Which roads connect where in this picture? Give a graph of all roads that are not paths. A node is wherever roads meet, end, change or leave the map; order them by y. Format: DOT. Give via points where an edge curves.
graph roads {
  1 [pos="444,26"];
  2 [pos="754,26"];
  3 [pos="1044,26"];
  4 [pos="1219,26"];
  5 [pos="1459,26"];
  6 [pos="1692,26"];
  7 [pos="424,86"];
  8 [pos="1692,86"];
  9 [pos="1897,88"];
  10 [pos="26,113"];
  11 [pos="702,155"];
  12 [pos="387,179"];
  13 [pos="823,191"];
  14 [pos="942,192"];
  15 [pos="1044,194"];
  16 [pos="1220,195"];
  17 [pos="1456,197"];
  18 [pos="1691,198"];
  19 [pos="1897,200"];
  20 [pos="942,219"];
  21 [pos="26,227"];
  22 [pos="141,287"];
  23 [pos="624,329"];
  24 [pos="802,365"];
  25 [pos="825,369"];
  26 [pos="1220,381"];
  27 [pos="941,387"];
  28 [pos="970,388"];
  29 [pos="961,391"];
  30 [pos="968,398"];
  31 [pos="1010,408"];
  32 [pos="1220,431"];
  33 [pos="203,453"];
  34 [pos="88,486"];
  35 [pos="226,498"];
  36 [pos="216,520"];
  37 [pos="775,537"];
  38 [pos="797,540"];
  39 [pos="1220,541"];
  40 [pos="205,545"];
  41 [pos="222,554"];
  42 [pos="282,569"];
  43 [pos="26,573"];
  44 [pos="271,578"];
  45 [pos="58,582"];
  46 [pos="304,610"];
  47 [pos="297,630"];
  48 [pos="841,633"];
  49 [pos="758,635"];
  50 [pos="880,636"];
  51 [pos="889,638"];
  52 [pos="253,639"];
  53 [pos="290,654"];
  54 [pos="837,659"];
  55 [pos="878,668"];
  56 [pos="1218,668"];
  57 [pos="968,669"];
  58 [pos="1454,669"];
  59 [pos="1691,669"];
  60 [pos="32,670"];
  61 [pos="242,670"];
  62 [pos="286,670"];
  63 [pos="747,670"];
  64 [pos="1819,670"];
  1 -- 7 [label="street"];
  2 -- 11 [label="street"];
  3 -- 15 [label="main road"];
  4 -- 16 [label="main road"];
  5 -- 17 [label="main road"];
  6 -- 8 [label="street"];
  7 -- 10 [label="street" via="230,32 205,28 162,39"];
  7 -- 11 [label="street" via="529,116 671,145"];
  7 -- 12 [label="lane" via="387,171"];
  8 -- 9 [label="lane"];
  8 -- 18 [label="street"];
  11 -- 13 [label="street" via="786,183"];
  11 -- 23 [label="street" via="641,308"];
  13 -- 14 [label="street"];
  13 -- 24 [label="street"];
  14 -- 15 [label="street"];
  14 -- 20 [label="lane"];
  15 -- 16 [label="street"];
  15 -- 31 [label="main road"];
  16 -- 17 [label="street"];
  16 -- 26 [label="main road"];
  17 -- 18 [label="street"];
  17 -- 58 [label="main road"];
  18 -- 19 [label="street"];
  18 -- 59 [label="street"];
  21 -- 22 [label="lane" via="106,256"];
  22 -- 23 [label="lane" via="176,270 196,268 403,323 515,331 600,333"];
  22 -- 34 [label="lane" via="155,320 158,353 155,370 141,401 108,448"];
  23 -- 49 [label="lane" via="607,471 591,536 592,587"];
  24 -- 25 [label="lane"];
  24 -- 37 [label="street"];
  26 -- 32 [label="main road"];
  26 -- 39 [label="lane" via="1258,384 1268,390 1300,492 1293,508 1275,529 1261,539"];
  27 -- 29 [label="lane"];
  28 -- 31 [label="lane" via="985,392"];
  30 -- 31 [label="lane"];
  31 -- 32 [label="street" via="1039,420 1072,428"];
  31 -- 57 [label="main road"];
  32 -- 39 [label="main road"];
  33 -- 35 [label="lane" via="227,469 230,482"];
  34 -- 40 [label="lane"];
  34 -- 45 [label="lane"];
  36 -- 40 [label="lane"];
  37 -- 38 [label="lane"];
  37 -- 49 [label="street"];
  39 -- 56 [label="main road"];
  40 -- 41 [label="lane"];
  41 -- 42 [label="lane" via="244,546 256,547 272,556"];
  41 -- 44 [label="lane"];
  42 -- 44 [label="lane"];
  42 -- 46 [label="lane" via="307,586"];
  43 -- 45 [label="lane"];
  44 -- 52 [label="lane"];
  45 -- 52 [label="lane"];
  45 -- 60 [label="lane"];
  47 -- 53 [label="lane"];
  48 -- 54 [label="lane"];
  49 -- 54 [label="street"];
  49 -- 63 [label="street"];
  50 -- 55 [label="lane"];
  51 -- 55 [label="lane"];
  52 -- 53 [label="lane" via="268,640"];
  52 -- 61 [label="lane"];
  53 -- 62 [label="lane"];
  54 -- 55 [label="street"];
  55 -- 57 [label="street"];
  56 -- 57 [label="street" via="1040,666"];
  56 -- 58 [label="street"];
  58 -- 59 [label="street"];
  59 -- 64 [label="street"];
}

*What needs to be done*.
Only a number is wanted: how many lines of the data above contain "roads"?

*Task result*.
2